*** Begin section ***
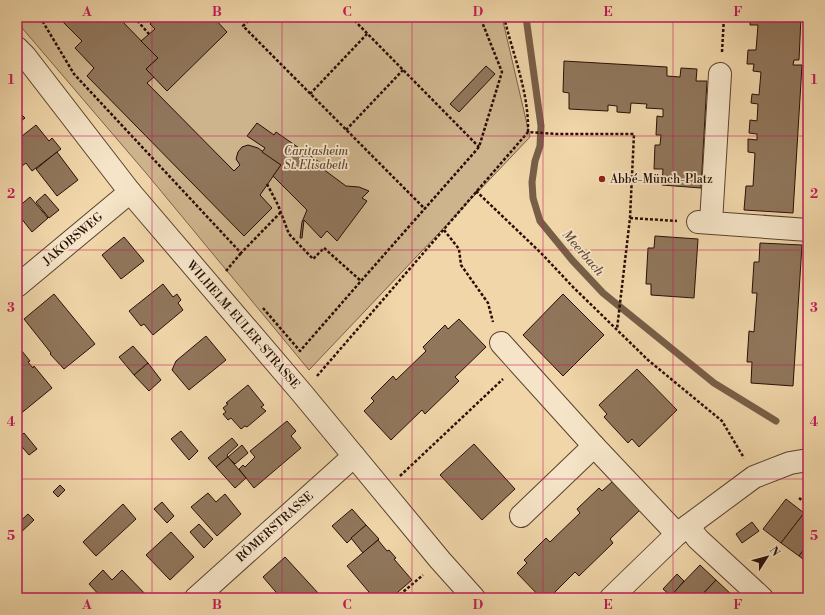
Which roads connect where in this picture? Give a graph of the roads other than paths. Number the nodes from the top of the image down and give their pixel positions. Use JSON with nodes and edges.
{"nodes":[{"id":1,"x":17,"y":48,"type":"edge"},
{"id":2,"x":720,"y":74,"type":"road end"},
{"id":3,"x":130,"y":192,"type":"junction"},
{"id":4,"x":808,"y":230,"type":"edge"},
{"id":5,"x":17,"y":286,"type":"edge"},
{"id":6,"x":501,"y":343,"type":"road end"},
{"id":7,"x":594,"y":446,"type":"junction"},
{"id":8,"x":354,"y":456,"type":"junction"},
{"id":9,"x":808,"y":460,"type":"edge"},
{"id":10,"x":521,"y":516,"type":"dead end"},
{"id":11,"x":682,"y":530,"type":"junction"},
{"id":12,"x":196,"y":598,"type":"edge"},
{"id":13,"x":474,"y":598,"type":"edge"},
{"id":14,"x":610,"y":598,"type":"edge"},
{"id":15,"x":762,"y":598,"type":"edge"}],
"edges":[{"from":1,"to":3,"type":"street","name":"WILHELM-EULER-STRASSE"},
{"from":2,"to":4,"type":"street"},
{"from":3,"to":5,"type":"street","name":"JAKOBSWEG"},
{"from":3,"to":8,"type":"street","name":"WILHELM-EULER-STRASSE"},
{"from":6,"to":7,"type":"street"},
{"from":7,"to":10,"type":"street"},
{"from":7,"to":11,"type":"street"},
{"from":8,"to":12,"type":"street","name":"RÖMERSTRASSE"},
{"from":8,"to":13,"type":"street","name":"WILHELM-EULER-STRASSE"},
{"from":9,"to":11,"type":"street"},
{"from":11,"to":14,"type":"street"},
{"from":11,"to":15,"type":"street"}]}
*** End section ***
→ **EXERCISE PROMPT**
Without including any pictures, copy every line above exactly.

→ **WRITTEN REPLY**
Which roads connect where in this picture? Give a graph of the roads other than paths. Number the nodes from the top of the image down and give their pixel positions. Use JSON with nodes and edges.
{"nodes":[{"id":1,"x":17,"y":48,"type":"edge"},
{"id":2,"x":720,"y":74,"type":"road end"},
{"id":3,"x":130,"y":192,"type":"junction"},
{"id":4,"x":808,"y":230,"type":"edge"},
{"id":5,"x":17,"y":286,"type":"edge"},
{"id":6,"x":501,"y":343,"type":"road end"},
{"id":7,"x":594,"y":446,"type":"junction"},
{"id":8,"x":354,"y":456,"type":"junction"},
{"id":9,"x":808,"y":460,"type":"edge"},
{"id":10,"x":521,"y":516,"type":"dead end"},
{"id":11,"x":682,"y":530,"type":"junction"},
{"id":12,"x":196,"y":598,"type":"edge"},
{"id":13,"x":474,"y":598,"type":"edge"},
{"id":14,"x":610,"y":598,"type":"edge"},
{"id":15,"x":762,"y":598,"type":"edge"}],
"edges":[{"from":1,"to":3,"type":"street","name":"WILHELM-EULER-STRASSE"},
{"from":2,"to":4,"type":"street"},
{"from":3,"to":5,"type":"street","name":"JAKOBSWEG"},
{"from":3,"to":8,"type":"street","name":"WILHELM-EULER-STRASSE"},
{"from":6,"to":7,"type":"street"},
{"from":7,"to":10,"type":"street"},
{"from":7,"to":11,"type":"street"},
{"from":8,"to":12,"type":"street","name":"RÖMERSTRASSE"},
{"from":8,"to":13,"type":"street","name":"WILHELM-EULER-STRASSE"},
{"from":9,"to":11,"type":"street"},
{"from":11,"to":14,"type":"street"},
{"from":11,"to":15,"type":"street"}]}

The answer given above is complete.